### [MATERIAL PROVIDED]
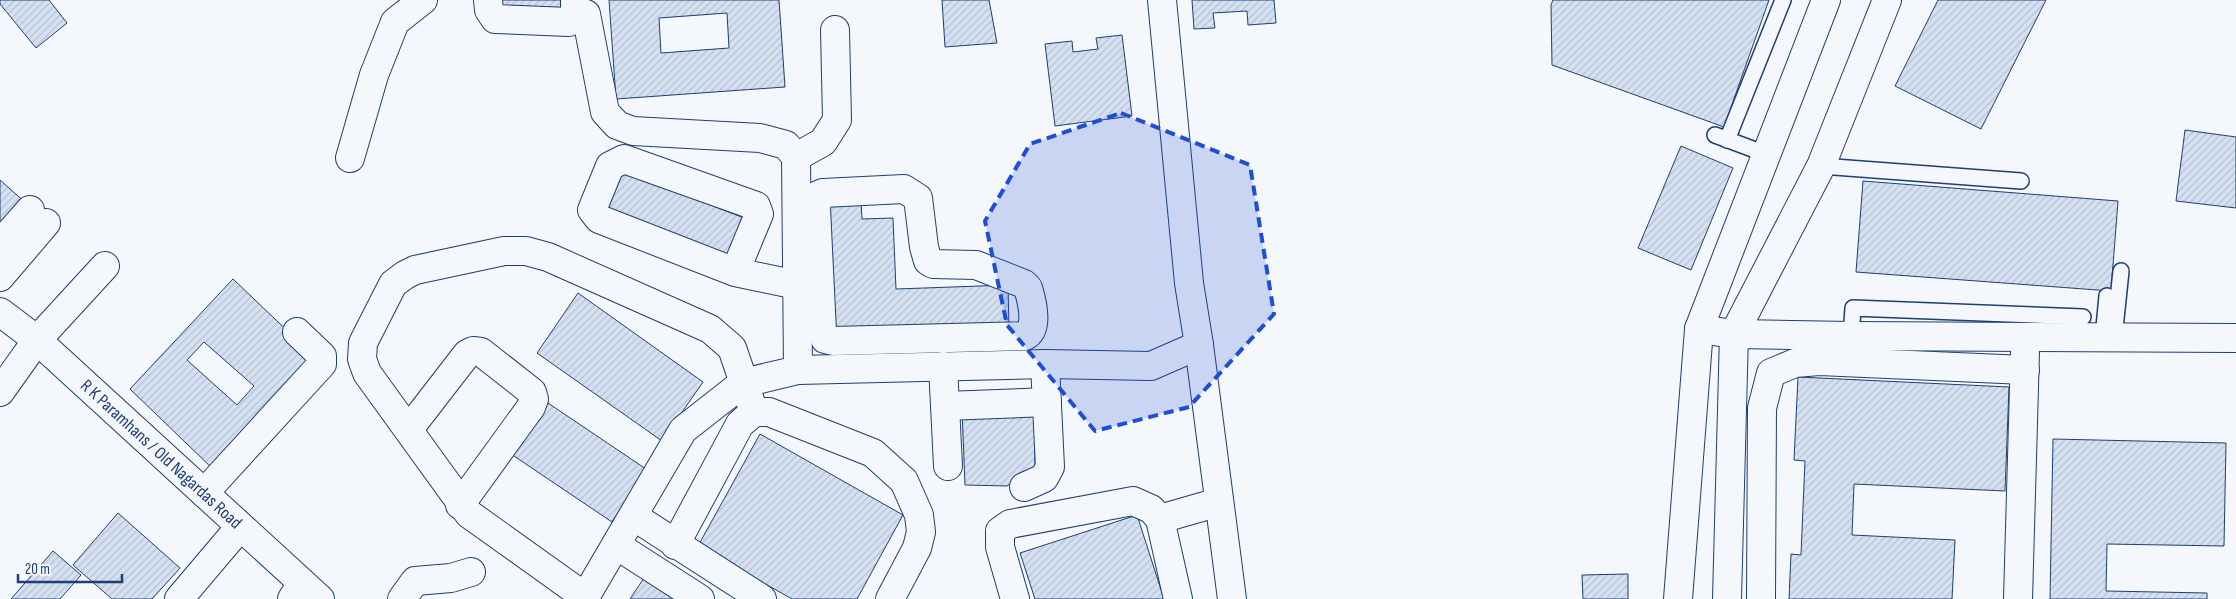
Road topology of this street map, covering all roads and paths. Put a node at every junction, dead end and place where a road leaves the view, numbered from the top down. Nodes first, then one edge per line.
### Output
1 (423, 0) edge
2 (488, 0) edge
3 (1162, 0) edge
4 (1783, 0) edge
5 (1826, 0) edge
6 (1887, 0) edge
7 (580, 7) edge
8 (835, 30) dead end
9 (1766, 154) junction
10 (796, 156) junction
11 (350, 158) dead end
12 (1821, 166) junction
13 (2021, 181) dead end
14 (0, 244) edge
15 (105, 266) dead end
16 (2121, 271) dead end
17 (735, 272) junction
18 (0, 277) edge
19 (797, 285) junction
20 (2107, 296) dead end
21 (0, 312) edge
22 (2083, 317) dead end
23 (1992, 325) junction
24 (1699, 329) junction
25 (297, 332) dead end
26 (1734, 334) junction
27 (929, 337) junction
28 (2109, 337) junction
29 (2026, 338) junction
30 (2236, 338) edge
31 (38, 340) junction
32 (849, 340) junction
33 (1199, 345) junction
34 (1044, 364) junction
35 (936, 366) junction
36 (851, 369) junction
37 (798, 370) junction
38 (2025, 370) junction
39 (743, 383) junction
40 (0, 392) edge
41 (1047, 402) junction
42 (944, 406) junction
43 (754, 412) junction
44 (409, 429) junction
45 (948, 466) dead end
46 (1024, 487) dead end
47 (1731, 487) junction
48 (1762, 487) junction
49 (204, 493) junction
50 (1219, 502) junction
51 (460, 505) junction
52 (633, 516) junction
53 (1160, 519) junction
54 (240, 527) junction
55 (675, 544) junction
56 (616, 545) junction
57 (472, 572) dead end
58 (305, 594) edge
59 (584, 598) edge
60 (179, 599) edge
61 (402, 599) edge
62 (700, 599) edge
63 (762, 599) edge
64 (890, 599) edge
65 (1015, 599) edge
66 (1178, 599) edge
67 (1232, 599) edge
68 (1678, 599) edge
69 (1727, 599) edge
70 (1761, 599) edge
71 (2018, 599) edge

1 - 11 street
2 - 7 street
3 - 33 street
4 - 9 lane
5 - 9 street
6 - 12 street
7 - 10 street
8 - 10 street
9 - 24 street
10 - 19 street
12 - 13 lane
12 - 26 street
14 - 18 street
15 - 31 street
16 - 28 lane
17 - 17 street
17 - 19 street
19 - 37 street
20 - 28 lane
21 - 31 street, R K Paramhans / Old Nagardas Road
22 - 23 lane
23 - 26 street
23 - 29 street
24 - 26 street
24 - 68 street
25 - 49 street
26 - 47 street
27 - 32 street
27 - 32 street
27 - 35 street
28 - 29 street
28 - 30 street
29 - 38 street
31 - 40 street
31 - 49 street, R K Paramhans / Old Nagardas Road
32 - 36 street
33 - 34 street
33 - 50 street
34 - 35 street
34 - 41 street
35 - 36 street
35 - 42 street
36 - 37 street
37 - 39 street
38 - 48 street
38 - 71 street
39 - 43 street
39 - 44 street
39 - 52 street
41 - 42 street
41 - 46 street
42 - 45 street
43 - 55 street
43 - 64 street
44 - 51 street
44 - 51 street
47 - 48 street
47 - 69 street
48 - 70 street
49 - 54 street, R K Paramhans / Old Nagardas Road
50 - 53 street
50 - 67 street
51 - 59 street
52 - 55 street
52 - 56 street
53 - 65 street
53 - 66 street
54 - 58 street, R K Paramhans / Old Nagardas Road
54 - 60 street
55 - 63 street
56 - 59 street
56 - 62 street
57 - 61 street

### [TASK PROMPT]
In the material above, please find every line that includes the word "Road" and copy it.

### [REPLY TO THE EXERCISE]
Road topology of this street map, covering all roads and paths. Put a node at every junction, dead end and place where a road leaves the view, numbered from the top down. Nodes first, then one edge per line.
21 - 31 street, R K Paramhans / Old Nagardas Road
31 - 49 street, R K Paramhans / Old Nagardas Road
49 - 54 street, R K Paramhans / Old Nagardas Road
54 - 58 street, R K Paramhans / Old Nagardas Road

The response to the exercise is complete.